Ne considérez pas les mentions “ qualité alimentaire ”, “ matériau conforme aux normes de la FDA ” ou “ composant NSF ” comme une preuve irréfutable.

Le statut de la FDA en matière de contact alimentaire dépend de la substance et de l'utilisation concernées. Le statut réglementaire d’un article fini dépend de chaque substance susceptible de migrer dans les conditions d’utilisation prévues ; il ne s’agit pas d’une autorisation globale pour un système de purification d’eau. Outre le prétraitement et les éléments de protection, il convient d’examiner le polymère spécifique, la taille des pores, la limite de pression et le taux d’extraction plutôt que de se fier à l’aspect du composant. Les modèles de prospects peuvent inclure tubes filtrants en PE fritté microporeuxfiltres à cartouche à liquide fritté destinés à un usage commercial et compact Disques filtrants perméables en UHMWPE ou en PVDF.

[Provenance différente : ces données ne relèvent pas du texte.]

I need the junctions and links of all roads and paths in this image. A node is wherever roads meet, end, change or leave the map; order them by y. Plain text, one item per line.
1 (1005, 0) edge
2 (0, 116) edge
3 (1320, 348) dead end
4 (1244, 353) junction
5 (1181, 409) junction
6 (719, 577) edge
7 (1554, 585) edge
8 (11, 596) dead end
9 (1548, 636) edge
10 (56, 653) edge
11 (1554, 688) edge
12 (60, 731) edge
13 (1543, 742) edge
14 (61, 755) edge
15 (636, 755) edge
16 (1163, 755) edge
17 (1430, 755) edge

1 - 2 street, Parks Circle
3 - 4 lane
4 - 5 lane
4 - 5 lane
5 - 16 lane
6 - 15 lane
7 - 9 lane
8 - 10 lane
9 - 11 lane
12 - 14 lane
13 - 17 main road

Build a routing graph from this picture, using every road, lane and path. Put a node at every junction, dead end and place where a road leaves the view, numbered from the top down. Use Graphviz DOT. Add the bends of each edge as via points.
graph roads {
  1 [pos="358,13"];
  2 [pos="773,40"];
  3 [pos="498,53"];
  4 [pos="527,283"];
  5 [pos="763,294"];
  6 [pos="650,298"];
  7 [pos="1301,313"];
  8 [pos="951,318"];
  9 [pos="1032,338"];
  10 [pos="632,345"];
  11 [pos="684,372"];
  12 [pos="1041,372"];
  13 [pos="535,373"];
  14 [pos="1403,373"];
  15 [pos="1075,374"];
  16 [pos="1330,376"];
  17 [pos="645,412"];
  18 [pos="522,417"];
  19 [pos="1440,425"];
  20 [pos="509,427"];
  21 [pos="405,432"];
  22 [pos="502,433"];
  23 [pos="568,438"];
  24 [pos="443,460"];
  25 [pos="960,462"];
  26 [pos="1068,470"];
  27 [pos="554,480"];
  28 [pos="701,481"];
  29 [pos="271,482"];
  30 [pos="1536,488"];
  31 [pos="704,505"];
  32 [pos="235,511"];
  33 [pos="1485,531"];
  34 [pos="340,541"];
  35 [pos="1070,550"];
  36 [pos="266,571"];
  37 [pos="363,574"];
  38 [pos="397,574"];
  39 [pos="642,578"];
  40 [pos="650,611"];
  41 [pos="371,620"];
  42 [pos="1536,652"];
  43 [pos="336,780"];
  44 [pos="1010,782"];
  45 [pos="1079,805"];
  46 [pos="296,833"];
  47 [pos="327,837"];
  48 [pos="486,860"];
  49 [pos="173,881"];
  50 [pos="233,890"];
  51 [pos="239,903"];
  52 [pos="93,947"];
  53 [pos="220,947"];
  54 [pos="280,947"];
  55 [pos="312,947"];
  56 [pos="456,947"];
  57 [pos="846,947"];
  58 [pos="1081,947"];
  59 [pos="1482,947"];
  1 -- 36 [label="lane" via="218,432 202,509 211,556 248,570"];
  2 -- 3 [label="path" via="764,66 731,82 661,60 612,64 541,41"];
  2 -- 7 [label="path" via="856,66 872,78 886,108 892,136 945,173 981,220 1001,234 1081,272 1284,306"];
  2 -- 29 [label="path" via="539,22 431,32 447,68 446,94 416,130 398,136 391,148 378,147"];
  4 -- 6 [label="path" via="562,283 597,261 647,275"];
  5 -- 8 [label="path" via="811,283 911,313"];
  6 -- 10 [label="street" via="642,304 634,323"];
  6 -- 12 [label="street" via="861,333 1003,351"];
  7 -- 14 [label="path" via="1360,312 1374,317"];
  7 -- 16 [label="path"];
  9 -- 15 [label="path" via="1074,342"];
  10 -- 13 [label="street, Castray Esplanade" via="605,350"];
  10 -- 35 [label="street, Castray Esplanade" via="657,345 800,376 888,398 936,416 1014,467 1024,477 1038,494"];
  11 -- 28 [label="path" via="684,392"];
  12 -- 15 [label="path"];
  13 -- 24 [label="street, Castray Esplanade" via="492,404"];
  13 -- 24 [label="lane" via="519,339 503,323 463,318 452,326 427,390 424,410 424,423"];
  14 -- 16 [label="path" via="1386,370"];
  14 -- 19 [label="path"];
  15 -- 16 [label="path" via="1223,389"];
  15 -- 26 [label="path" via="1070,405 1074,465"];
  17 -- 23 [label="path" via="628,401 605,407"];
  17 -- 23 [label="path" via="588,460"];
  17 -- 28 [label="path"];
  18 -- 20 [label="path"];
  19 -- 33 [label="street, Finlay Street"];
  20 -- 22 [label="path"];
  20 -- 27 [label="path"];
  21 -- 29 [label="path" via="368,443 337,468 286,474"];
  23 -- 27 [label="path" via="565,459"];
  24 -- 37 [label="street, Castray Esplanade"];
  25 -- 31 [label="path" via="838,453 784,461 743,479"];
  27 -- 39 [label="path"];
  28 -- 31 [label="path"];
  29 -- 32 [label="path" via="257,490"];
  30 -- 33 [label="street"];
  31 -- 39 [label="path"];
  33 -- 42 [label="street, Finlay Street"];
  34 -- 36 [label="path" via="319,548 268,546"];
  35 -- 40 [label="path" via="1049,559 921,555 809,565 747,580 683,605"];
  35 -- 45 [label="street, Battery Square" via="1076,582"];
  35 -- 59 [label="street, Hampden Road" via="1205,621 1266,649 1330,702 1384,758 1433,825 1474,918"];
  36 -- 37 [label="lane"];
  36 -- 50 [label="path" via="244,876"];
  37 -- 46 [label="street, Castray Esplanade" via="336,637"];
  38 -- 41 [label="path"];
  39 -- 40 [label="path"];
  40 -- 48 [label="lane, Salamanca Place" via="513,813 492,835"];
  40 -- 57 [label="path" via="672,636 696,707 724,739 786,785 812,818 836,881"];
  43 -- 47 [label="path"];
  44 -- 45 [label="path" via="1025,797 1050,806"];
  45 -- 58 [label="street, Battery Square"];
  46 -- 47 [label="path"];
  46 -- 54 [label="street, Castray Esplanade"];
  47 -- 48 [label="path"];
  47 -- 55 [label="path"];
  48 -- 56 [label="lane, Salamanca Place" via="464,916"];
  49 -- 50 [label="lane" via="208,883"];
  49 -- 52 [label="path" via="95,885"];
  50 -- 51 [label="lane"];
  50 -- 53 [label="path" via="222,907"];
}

Pour les réglages de dégustation, de purge ou de contrôle du débit par raccord fileté, un équipementier peut également analyser Filtres à disques frittés M20 et M22 en PE/PTFE. Cependant, le simple fait d'intégrer un élément dans une conception ne suffit pas à valider le système. La configuration finale doit encore faire l'objet d'une évaluation au niveau du produit, de la structure et des performances.

Il n'y a pas de raccourcis ici.

Le fait pour un fournisseur de passer d'un polyéthylène entièrement naturel à une qualité pigmentée, de modifier un additif de transformation du PTFE, de remplacer l'EPDM par une formulation “ comparable ” ou de délocaliser le moulage vers une autre usine peut modifier l'état de conformité sans pour autant changer le numéro de composant visible.

Vérifier chaque scénario de performance sur la configuration commerciale

Testez le produit que reçoivent les clients.

Cela concerne la membrane de fabrication, la pompe, le limiteur de débit, le réservoir sous pression, le post-filtre, le diamètre des tuyaux, le micrologiciel, la séquence de rinçage et le robinet. Un modèle de laboratoire de recherche composé de pièces sélectionnées à la main n’est pas le même produit qu’un modèle OEM fabriqué en grande série.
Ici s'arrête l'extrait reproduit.